When an individual or corporation wishes to buy a business, they may do this in one of two ways:
The purchase of the trade and assets
When a purchaser buys the assets and goodwill of a business, the entity that formerly owned the assets and carried out the trade remains in existence but sells off the trade and the assets to a third party who buys them. The purchaser does not acquire any of the liabilities of the former business. This method is often preferred when the buyer wants to avoid inheriting any existing debts or liabilities.
- Advantages:
- Clean Slate: The buyer does not assume any of the seller's liabilities, which can include debts, legal issues, or other financial obligations.
- Selective Acquisition: The buyer can choose which assets to purchase, such as property, equipment, and intellectual property, leaving behind any undesired assets.
- Disadvantages:
- Complex Transfer: Each asset needs to be individually transferred, which can be time-consuming and require significant legal and administrative work.
- Third-Party Consents: Some assets may require third-party consents to transfer, such as leases or certain contracts, which can complicate the process.
The sale of shares
In this case, the business remains as it was and continues to trade via the same legal entity. However, the ownership of the entity, usually a limited company, passes with the ownership of its shares to new owners who acquire not just its assets and trade but any liabilities that it may have. This method is common when the buyer wants to acquire the entire business operation as a going concern.
- Advantages:
- Business Continuity: The business continues to operate without interruption, and contracts, employees, and customers remain with the company.
- Simpler Transaction: The transfer of ownership is generally simpler as it involves the transfer of shares rather than individual assets.
- Disadvantages:
- Inherited Liabilities: The buyer assumes all existing liabilities, which could include debts, pending lawsuits, or tax obligations.
- Due Diligence Required: Extensive due diligence is necessary to uncover any hidden liabilities or potential issues within the company.
Considerations When Deciding Between Asset Purchase and Share Purchase:
- Due Diligence: In both scenarios, conducting thorough due diligence is crucial. Buyers need to understand what they are acquiring, including potential risks and liabilities. This process involves examining financial statements, legal documents, contracts, and other relevant records.

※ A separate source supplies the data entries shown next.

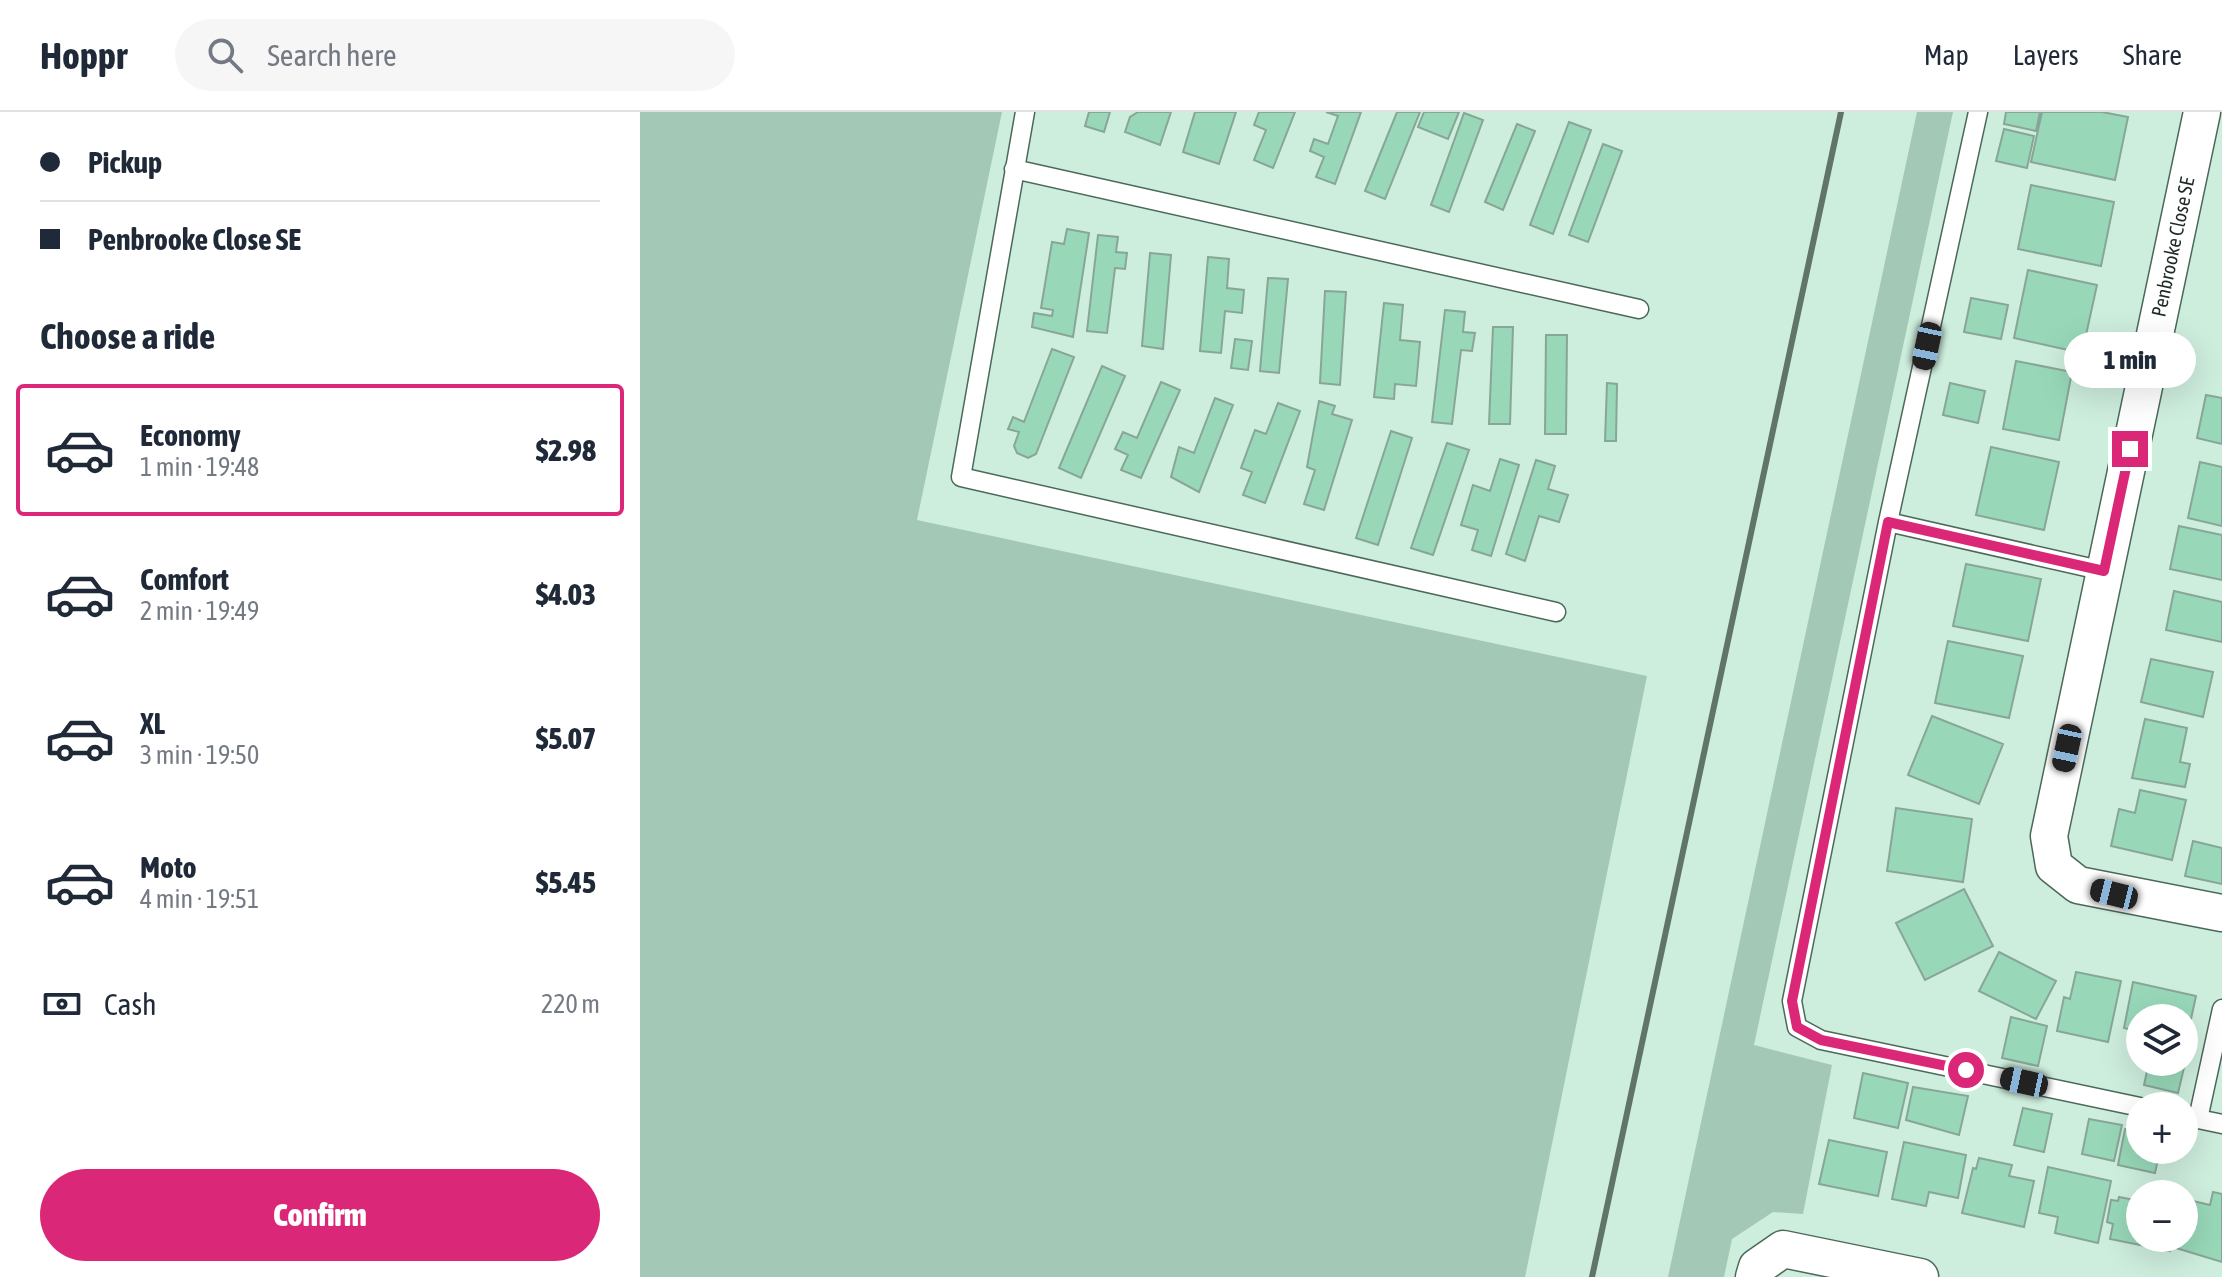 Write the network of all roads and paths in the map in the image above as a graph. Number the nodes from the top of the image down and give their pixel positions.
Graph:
1 (1025, 112) edge
2 (1978, 112) edge
3 (2202, 112) edge
4 (1014, 169) junction
5 (1639, 309) dead end
6 (1888, 522) junction
7 (2104, 571) junction
8 (1556, 612) dead end
9 (2222, 913) edge
10 (2222, 1009) edge
11 (2198, 1093) edge
12 (2126, 1104) edge
13 (2198, 1119) edge
14 (2222, 1124) edge
15 (1754, 1277) edge
16 (1920, 1277) edge

1 - 4 lane
2 - 6 lane
3 - 7 street, Penbrooke Close SE
4 - 5 lane
4 - 8 lane
6 - 7 lane
6 - 12 lane
7 - 9 street, Penbrooke Close SE
10 - 11 lane
13 - 14 lane
15 - 16 street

- Tax Implications: The tax consequences of each method can vary significantly. For instance, asset purchases may provide buyers with certain tax benefits, such as depreciating the purchased assets. Conversely, share purchases may have different capital gains tax implications for the seller and potential stamp duty costs for the buyer.
- Negotiation and Contracts: Both methods require detailed negotiation and well-drafted contracts. An asset purchase agreement (APA) will specify the assets being acquired and any assumed liabilities, whereas a share purchase agreement (SPA) will cover the terms of the share transfer and the liabilities being inherited.

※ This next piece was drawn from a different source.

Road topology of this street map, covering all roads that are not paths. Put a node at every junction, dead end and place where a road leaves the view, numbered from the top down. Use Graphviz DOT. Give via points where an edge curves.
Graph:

- Regulatory Approvals: Depending on the industry and the size of the transaction, regulatory approvals may be required. This is more common in regulated sectors such as finance, healthcare, and utilities.
- Employee Considerations: The treatment of employees can differ. In an asset purchase, employees may need to be transferred to the new entity, which could involve compliance with TUPE (Transfer of Undertakings (Protection of Employment) regulations). In a share purchase, employees remain employed by the same company, and their contracts are generally unaffected.
Conclusion
Choosing between an asset purchase and a share purchase depends on various factors, including the buyer’s objectives, the specific circumstances of the business being acquired, and the potential risks and benefits of each method. Buyers should seek expert advice from financial advisors, legal counsel, and tax professionals to determine the most suitable approach for their acquisition.